### THE PROBLEM:
A copy is needed of each line in the records that has the word "Tennessee".

(Records from a collection)
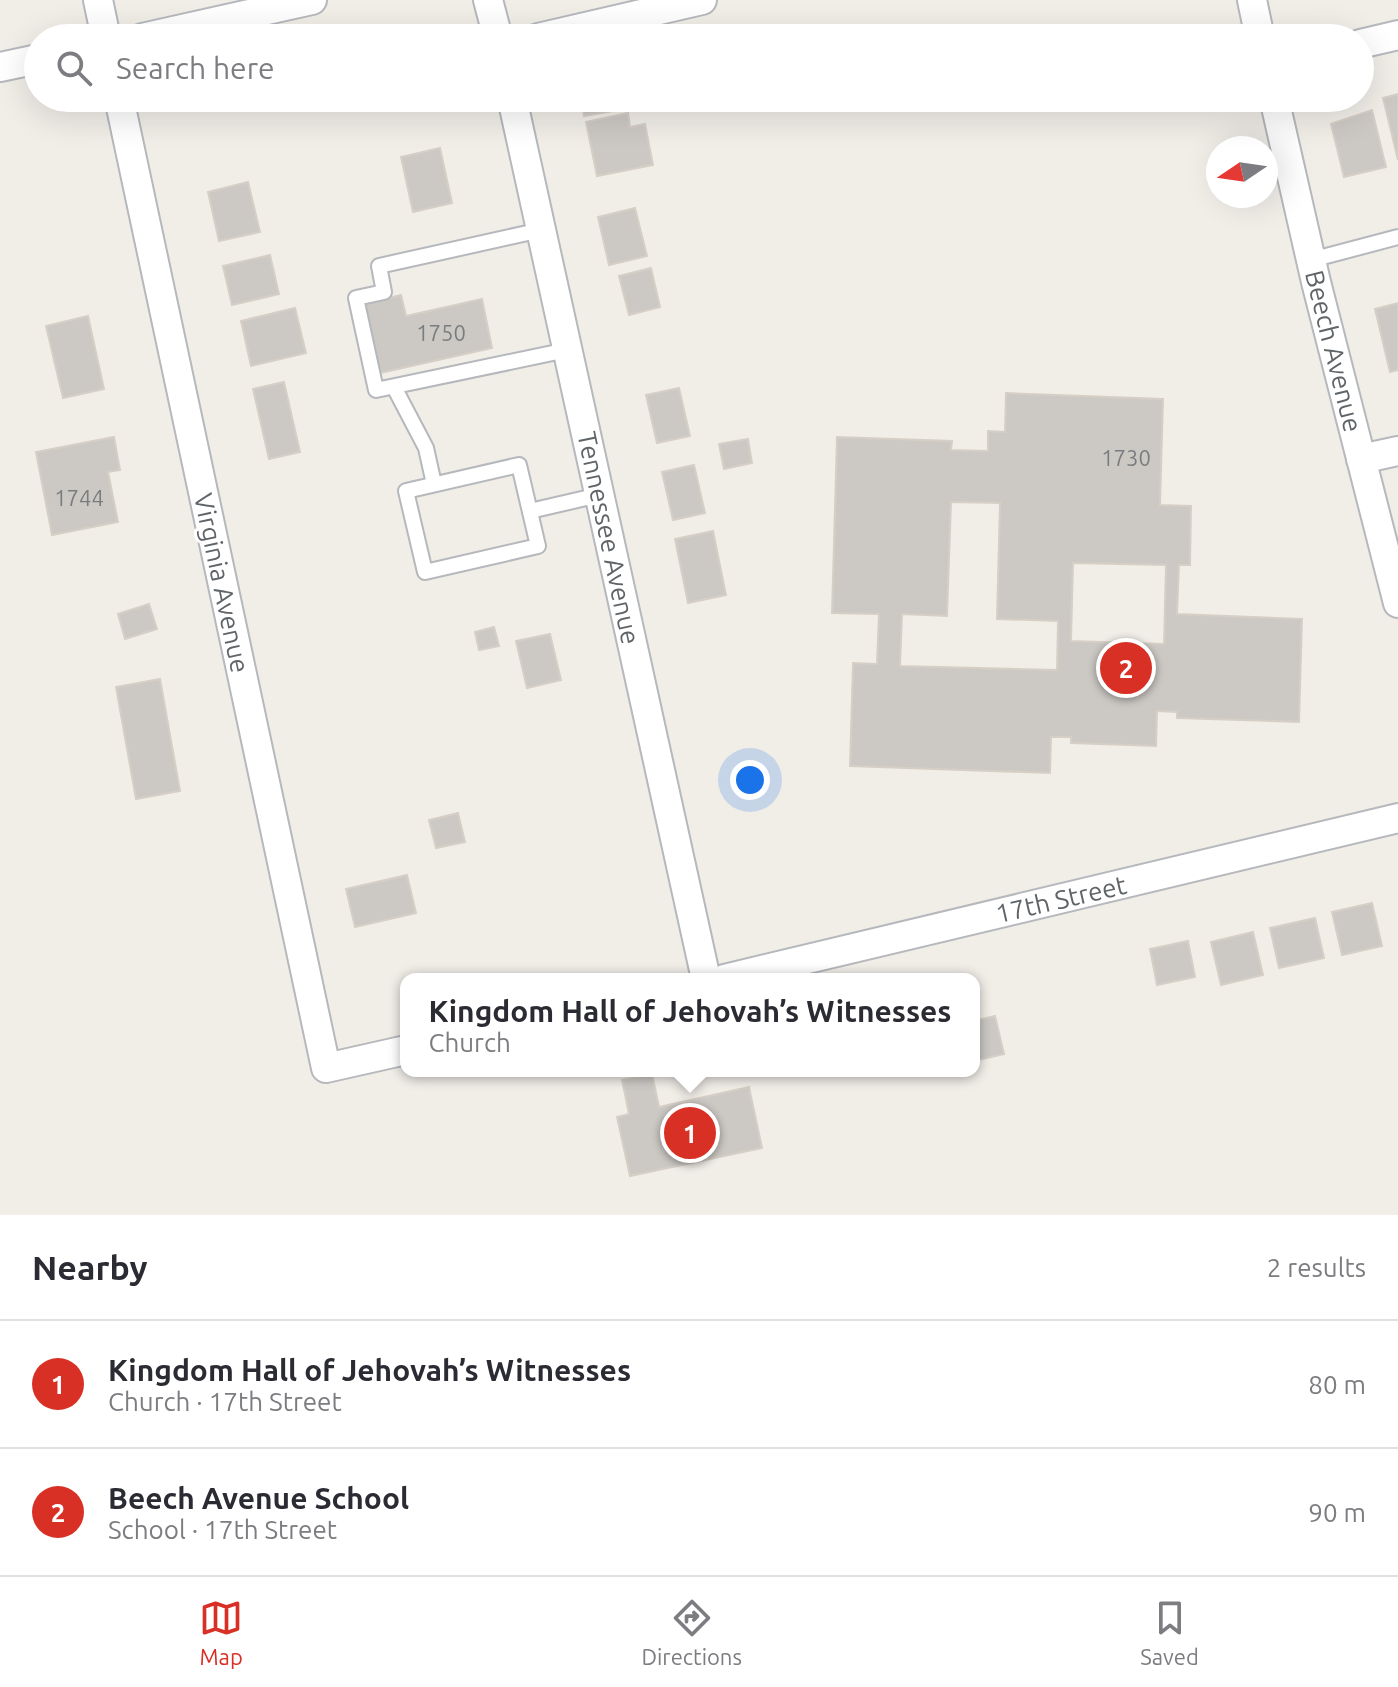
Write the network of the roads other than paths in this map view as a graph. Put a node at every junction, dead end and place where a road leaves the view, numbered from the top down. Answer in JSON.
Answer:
{"nodes":[{"id":1,"x":98,"y":0,"type":"edge"},
{"id":2,"x":312,"y":0,"type":"edge"},
{"id":3,"x":488,"y":0,"type":"edge"},
{"id":4,"x":702,"y":0,"type":"edge"},
{"id":5,"x":1252,"y":0,"type":"edge"},
{"id":6,"x":103,"y":24,"type":"edge"},
{"id":7,"x":205,"y":24,"type":"edge"},
{"id":8,"x":494,"y":24,"type":"edge"},
{"id":9,"x":598,"y":24,"type":"edge"},
{"id":10,"x":1257,"y":24,"type":"edge"},
{"id":11,"x":1398,"y":35,"type":"edge"},
{"id":12,"x":1374,"y":41,"type":"edge"},
{"id":13,"x":24,"y":62,"type":"edge"},
{"id":14,"x":0,"y":67,"type":"edge"},
{"id":15,"x":122,"y":112,"type":"edge"},
{"id":16,"x":515,"y":112,"type":"edge"},
{"id":17,"x":1277,"y":112,"type":"edge"},
{"id":18,"x":541,"y":230,"type":"junction"},
{"id":19,"x":1398,"y":237,"type":"edge"},
{"id":20,"x":1311,"y":260,"type":"junction"},
{"id":21,"x":567,"y":350,"type":"junction"},
{"id":22,"x":394,"y":387,"type":"junction"},
{"id":23,"x":1398,"y":451,"type":"edge"},
{"id":24,"x":1361,"y":459,"type":"junction"},
{"id":25,"x":434,"y":484,"type":"junction"},
{"id":26,"x":599,"y":495,"type":"junction"},
{"id":27,"x":530,"y":511,"type":"junction"},
{"id":28,"x":1398,"y":603,"type":"edge"},
{"id":29,"x":1398,"y":818,"type":"edge"},
{"id":30,"x":705,"y":973,"type":"edge"},
{"id":31,"x":749,"y":973,"type":"edge"},
{"id":32,"x":400,"y":1051,"type":"edge"}],
"edges":[{"from":1,"to":6,"type":"street"},
{"from":2,"to":7,"type":"street"},
{"from":3,"to":8,"type":"street"},
{"from":4,"to":9,"type":"street"},
{"from":5,"to":10,"type":"street"},
{"from":11,"to":12,"type":"street"},
{"from":13,"to":14,"type":"street"},
{"from":15,"to":32,"type":"street","name":"Virginia Avenue"},
{"from":16,"to":18,"type":"street","name":"Tennessee Avenue"},
{"from":17,"to":20,"type":"street","name":"Beech Avenue"},
{"from":18,"to":21,"type":"street","name":"Tennessee Avenue"},
{"from":18,"to":22,"type":"lane"},
{"from":19,"to":20,"type":"lane"},
{"from":20,"to":24,"type":"street","name":"Beech Avenue"},
{"from":21,"to":22,"type":"lane"},
{"from":21,"to":26,"type":"street","name":"Tennessee Avenue"},
{"from":22,"to":25,"type":"lane"},
{"from":23,"to":24,"type":"street"},
{"from":24,"to":28,"type":"street","name":"Beech Avenue"},
{"from":25,"to":27,"type":"lane"},
{"from":25,"to":27,"type":"lane"},
{"from":26,"to":27,"type":"lane"},
{"from":26,"to":30,"type":"street","name":"Tennessee Avenue"},
{"from":29,"to":31,"type":"street","name":"17th Street"}]}
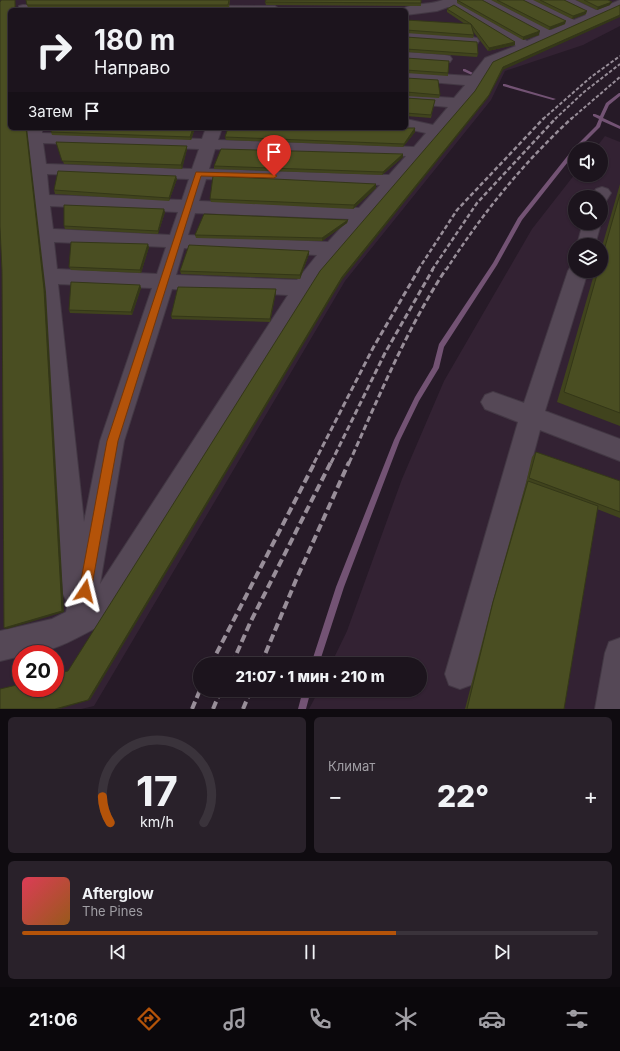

### RESULT BELOW:
{"from":16,"to":18,"type":"street","name":"Tennessee Avenue"},
{"from":18,"to":21,"type":"street","name":"Tennessee Avenue"},
{"from":21,"to":26,"type":"street","name":"Tennessee Avenue"},
{"from":26,"to":30,"type":"street","name":"Tennessee Avenue"},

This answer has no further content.